Shadowhunters ovunque. Alcuni, che riconosceva come i Nephilim del Conclave di Los Angeles, in tenuta da combattimento nera, altri in rosso. C’erano file di statue, ormai ribaltate a terra e ridotte a cumuli di cocci e polvere.
La finestra panoramica che si affacciava sull’oceano era andata in frantumi, schegge di vetro e sangue ovunque.
Emma fu assalita da un conato di vomito. Al centro dell’atrio c’era una figura alta, vestita di rosso scarlatto. Aveva i capelli biondo chiarissimo, quasi bianchi, e il viso simile a quello scolpito nel marmo di Raziel, ma senza alcuna traccia di misericordia. I suoi occhi erano
neri come il carbone; in una mano teneva una spada incisa con un motivo di stelle e nell’altra un calice fatto di adamas scintillante.
La vista di quella coppa fece scattare qualcosa in testa a Emma. Agli adulti non piaceva parlare di politica in presenza degli Shadowhunters più giovani, ma lei sapeva che il figlio di Valentine Morgenstern si faceva chiamare con un nuovo nome e aveva giurato vendetta al Conclave. Sapeva anche che aveva creato una coppa opposta a quela dell’Angelo, capace di trasformare gli Shadowhunters in creature spietate, demoniache. Aveva sentito il signor Blackthorn definirli “Shadowhunters oscuri” oppure “Ottenebrati”, e dire che avrebbe preferito morire piuttosto che diventare uno di loro.
Allora quello era lui. Jonathan Morgenstern, chiamato da tutti Sebastian. Un personaggio uscito da una fiaba, una storia raccontata per spaventare i bambini che si faceva realtà. Il figlio di Valentine.

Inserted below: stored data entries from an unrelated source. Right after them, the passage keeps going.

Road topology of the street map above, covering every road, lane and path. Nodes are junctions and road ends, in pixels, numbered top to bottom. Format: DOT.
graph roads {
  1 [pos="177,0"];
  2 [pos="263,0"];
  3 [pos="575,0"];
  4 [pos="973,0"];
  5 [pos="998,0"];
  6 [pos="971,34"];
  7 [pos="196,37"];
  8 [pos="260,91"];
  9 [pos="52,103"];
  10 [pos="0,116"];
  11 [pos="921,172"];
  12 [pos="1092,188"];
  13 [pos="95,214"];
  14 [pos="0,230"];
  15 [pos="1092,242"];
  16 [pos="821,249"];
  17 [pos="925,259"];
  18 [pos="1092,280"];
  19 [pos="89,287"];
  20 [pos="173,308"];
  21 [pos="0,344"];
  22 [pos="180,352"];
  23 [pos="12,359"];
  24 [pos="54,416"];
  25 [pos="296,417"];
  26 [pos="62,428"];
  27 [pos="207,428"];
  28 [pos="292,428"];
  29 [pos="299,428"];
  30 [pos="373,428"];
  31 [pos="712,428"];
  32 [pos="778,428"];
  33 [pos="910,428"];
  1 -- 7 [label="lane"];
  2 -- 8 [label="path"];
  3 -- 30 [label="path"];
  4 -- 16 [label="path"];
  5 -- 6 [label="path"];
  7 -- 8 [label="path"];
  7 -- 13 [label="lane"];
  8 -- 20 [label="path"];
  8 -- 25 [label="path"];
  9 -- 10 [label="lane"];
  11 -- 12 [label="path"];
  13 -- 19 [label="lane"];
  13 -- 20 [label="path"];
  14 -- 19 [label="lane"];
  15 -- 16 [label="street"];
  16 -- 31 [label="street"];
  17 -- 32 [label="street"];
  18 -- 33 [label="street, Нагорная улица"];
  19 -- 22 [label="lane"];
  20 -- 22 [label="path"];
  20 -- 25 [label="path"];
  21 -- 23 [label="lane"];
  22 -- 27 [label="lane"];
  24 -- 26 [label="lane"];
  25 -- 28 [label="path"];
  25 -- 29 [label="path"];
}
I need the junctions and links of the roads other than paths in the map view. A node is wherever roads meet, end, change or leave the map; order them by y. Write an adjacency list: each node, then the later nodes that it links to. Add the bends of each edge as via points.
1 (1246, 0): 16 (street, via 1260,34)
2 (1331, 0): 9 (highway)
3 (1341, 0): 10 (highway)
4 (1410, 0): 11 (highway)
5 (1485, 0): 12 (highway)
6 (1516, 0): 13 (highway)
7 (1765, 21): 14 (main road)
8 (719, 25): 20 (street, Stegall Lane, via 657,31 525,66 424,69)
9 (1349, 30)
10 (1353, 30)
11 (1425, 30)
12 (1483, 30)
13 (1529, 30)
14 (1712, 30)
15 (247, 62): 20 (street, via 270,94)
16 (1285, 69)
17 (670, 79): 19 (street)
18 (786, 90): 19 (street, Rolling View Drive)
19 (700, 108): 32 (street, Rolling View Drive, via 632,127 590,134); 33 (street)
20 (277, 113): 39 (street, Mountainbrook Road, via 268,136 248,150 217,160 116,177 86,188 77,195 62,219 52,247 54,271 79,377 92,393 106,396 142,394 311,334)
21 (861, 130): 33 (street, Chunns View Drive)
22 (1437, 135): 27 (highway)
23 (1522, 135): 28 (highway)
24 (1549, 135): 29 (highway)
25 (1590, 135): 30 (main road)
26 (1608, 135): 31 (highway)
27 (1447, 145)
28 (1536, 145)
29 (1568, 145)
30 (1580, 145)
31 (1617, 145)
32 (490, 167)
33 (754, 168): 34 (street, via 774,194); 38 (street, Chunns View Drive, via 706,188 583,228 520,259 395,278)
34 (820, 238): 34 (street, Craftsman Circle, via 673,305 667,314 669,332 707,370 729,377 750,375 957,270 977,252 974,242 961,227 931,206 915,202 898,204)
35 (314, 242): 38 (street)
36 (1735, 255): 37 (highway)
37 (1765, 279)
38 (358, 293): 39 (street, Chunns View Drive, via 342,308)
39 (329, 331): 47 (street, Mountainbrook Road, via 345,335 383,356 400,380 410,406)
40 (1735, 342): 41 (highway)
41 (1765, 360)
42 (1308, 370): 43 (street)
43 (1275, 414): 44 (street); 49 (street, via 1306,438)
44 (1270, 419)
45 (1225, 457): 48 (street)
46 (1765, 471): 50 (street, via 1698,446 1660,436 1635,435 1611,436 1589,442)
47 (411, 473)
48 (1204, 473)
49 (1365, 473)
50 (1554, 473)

Emma posò una mano sulla testa di Tavvy, premendosiil suo visino contro la spalla. Non era in grado di muoversi. Si sentiva come se avesse il piombo ai piedi. Tutto attorno a Sebastian c’erano degli Shadowhunters vestiti di nero e di rosso, oltre a misteriosi personaggi con dei mantelli scuri — anche loro Shadowhunters? Impossibile dirlo, avevano il viso coperto. E poi c’era Mark, le mani costrette dietro la schiena da uno Shadowhunter in rosso. I suoi pugnali giacevano a terra, e la tenuta da allenamento era macchiata di sangue.